Machine learning has the potential to transform our world, just as electricity transformed almost everything around a century ago. However, it's hard to imagine how your profession will be affected. So, let's consider the potential of machine learning for investment managers.
Implementing an investment philosophy
Investing requires a philosophy to act as a framework for finding, evaluating and selecting new investment opportunities. These philosophies enable investment managers to differentiate themselves and thereby attract a particular client base.
The implementation of any investment philosophy has two components. The first involves introducing the thesis to the real world, testing, validating and refining it by asking the right questions. The second is its execution.
Both components are vital to the success of an investment, but the execution - what you buy, how much you invest, when you make a deal - will cause a good investment to be a failure or success. Moreover, this needs to be scaled to a wide enough universe of stocks in order for a fund to allocate sufficient capital to generate a positive return for investors.

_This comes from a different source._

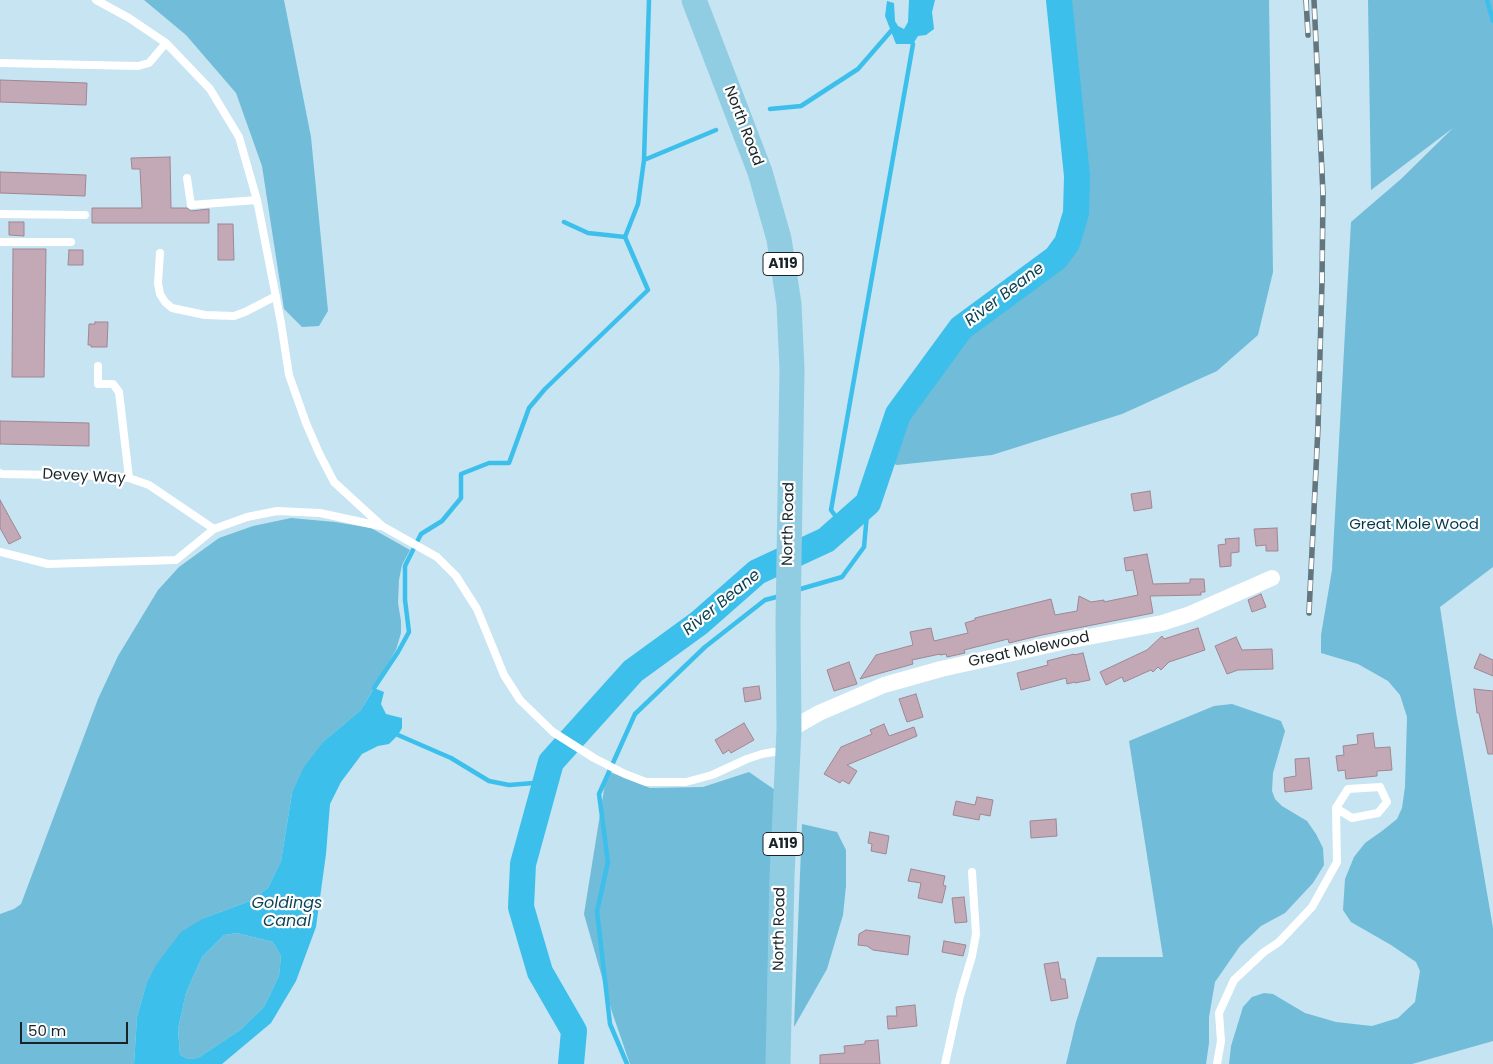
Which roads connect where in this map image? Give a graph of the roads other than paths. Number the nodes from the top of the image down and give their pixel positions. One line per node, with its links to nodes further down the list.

The benefits of machine learning for investment managers
Investing is therefore extremely complex. A deep and thorough analysis of many internal and external factors is required to find stocks that qualify for the philosophy and bear the early signs of significant upside potential.
However, machine learning for investment management could provide a competitive edge in the time-constrained and resource-heavy execution phase of any chosen philosophy.
By learning the relationships between key factors of a philosophy and future price performance, machine learning can identify at scale candidate stocks, and help investors optimise their research analysis by narrowing down viable options.
What are the limits of machine learning for investment banking?
Machine learning is not as abstract as it may appear, and in many cases it is simply an extension of the widely-used linear regression. However, machine learning algorithms are much better than humans and linear regression when it comes to handling edge cases, where the relationships between the input and target variables are non-linear, or where there are many dimensions to the problem.
Nevertheless, the success of machine learning for investment banking is tied to the quality of questions that an investment manager tasks it to answer.
For example, machine learning can identify and anticipate early signs of sharp price drops or rises, as well as forecast the accuracy IBES analyst estimates.
Moreover, because machine learning models are highly flexible, possible questions that can be asked are only limited by the creativity of investment managers.
In conclusion, machine learning will not replace investment managers, because it cannot think on its own. However, in time, individuals who use machine learning for investment banking will replace those who don’t.